After a series of escalating experiments, Myhrvold had proven what he thought was nonsense: the best way to make a steak juicier is to punch a bunch of holes in it.
Myhrvold is the founder of an invention company, a former CTO of Microsoft and a peer-reviewed physicist. Recently, he’s the founder of Modernist Cuisine, a culinary lab and food research institution in Bellevue, Washington that publishes its own cookbooks. Following his deep dive into moisture levels in meat, Myhrvold became a strong believer in punching holes in a steak before cooking it. His choice tool: Jaccard’s $17 tenderizer.

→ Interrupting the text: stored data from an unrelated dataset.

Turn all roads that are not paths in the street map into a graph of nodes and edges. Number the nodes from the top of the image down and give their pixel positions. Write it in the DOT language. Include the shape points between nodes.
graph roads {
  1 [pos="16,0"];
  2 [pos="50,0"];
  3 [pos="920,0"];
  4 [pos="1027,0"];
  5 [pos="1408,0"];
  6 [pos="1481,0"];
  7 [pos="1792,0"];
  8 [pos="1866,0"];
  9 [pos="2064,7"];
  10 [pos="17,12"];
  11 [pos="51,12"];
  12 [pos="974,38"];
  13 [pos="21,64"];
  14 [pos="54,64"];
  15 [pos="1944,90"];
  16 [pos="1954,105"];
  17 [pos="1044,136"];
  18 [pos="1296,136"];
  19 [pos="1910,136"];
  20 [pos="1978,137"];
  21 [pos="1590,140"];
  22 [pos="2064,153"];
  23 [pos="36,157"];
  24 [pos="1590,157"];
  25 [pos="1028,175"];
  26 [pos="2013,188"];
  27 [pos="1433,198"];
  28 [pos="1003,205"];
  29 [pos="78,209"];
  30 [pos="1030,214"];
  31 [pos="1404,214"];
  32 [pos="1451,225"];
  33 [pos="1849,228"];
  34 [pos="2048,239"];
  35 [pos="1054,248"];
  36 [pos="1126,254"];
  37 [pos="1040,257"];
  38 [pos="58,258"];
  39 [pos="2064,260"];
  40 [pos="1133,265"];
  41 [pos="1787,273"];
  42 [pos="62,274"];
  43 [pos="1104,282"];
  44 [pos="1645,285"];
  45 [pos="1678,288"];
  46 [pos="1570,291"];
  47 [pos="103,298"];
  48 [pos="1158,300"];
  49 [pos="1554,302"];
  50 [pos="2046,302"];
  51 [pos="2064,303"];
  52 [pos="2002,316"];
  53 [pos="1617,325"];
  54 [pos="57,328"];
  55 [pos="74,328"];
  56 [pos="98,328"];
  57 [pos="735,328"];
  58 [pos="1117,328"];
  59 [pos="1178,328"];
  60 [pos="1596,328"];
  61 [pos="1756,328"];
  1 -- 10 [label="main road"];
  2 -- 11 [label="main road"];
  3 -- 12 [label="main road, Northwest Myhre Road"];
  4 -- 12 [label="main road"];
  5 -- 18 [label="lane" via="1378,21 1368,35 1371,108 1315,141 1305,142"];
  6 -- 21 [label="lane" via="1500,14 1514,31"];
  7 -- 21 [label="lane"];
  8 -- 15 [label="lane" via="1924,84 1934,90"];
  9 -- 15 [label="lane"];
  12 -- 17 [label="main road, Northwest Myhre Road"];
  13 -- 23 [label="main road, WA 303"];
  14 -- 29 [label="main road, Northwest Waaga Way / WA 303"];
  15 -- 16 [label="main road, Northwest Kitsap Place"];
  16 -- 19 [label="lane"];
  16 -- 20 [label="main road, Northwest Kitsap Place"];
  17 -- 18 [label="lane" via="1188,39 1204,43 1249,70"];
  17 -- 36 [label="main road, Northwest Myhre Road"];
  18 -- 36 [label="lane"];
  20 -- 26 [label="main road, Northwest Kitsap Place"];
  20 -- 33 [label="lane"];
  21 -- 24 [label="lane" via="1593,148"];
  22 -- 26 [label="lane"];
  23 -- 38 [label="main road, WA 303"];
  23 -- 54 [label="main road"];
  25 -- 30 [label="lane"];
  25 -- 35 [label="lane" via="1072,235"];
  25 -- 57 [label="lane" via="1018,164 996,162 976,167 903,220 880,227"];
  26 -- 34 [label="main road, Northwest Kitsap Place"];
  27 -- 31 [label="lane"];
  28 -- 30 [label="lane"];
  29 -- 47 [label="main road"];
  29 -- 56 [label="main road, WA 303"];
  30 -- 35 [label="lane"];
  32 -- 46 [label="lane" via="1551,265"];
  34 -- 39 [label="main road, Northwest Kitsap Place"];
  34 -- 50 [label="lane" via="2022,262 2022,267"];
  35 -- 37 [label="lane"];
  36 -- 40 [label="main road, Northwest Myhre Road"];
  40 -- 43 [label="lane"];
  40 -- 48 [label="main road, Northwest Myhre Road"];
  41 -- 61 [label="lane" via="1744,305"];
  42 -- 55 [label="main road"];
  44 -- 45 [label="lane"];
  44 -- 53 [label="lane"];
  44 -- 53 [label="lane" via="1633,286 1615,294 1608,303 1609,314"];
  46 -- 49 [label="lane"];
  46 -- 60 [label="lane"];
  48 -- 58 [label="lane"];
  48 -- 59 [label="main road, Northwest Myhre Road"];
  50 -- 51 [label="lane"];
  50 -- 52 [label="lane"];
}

“It’s just a white brick with a bunch of tiny knives. You punch it down on a steak before cooking — pchunkpchunkpchunk — and the final product will be better than it would’ve otherwise been,” Myhrvold said.
Myhrvold says the magic is in the muscle fibers. As you cook a piece of meat, you cause all the fibers that connect the muscle together to rapidly contract. When they contract, he says, it’s “a little like wringing out a wet washcloth.” The Jaccard tenderizer’s job is the stop this from happening.
“The little knives cut those little fibers, so when those fibers shrink with the heat, the meat is squeezing itself less effectively,” Myhrvold explains. “This is also why the ‘oh, you’re searing to seal in the juices!’ is total bullshit. Searing naturally dries the meat out.”
In his tests, steaks tenderized with the Jaccard retained 20 percent more fluid than those that didn’t. Happy grilling season.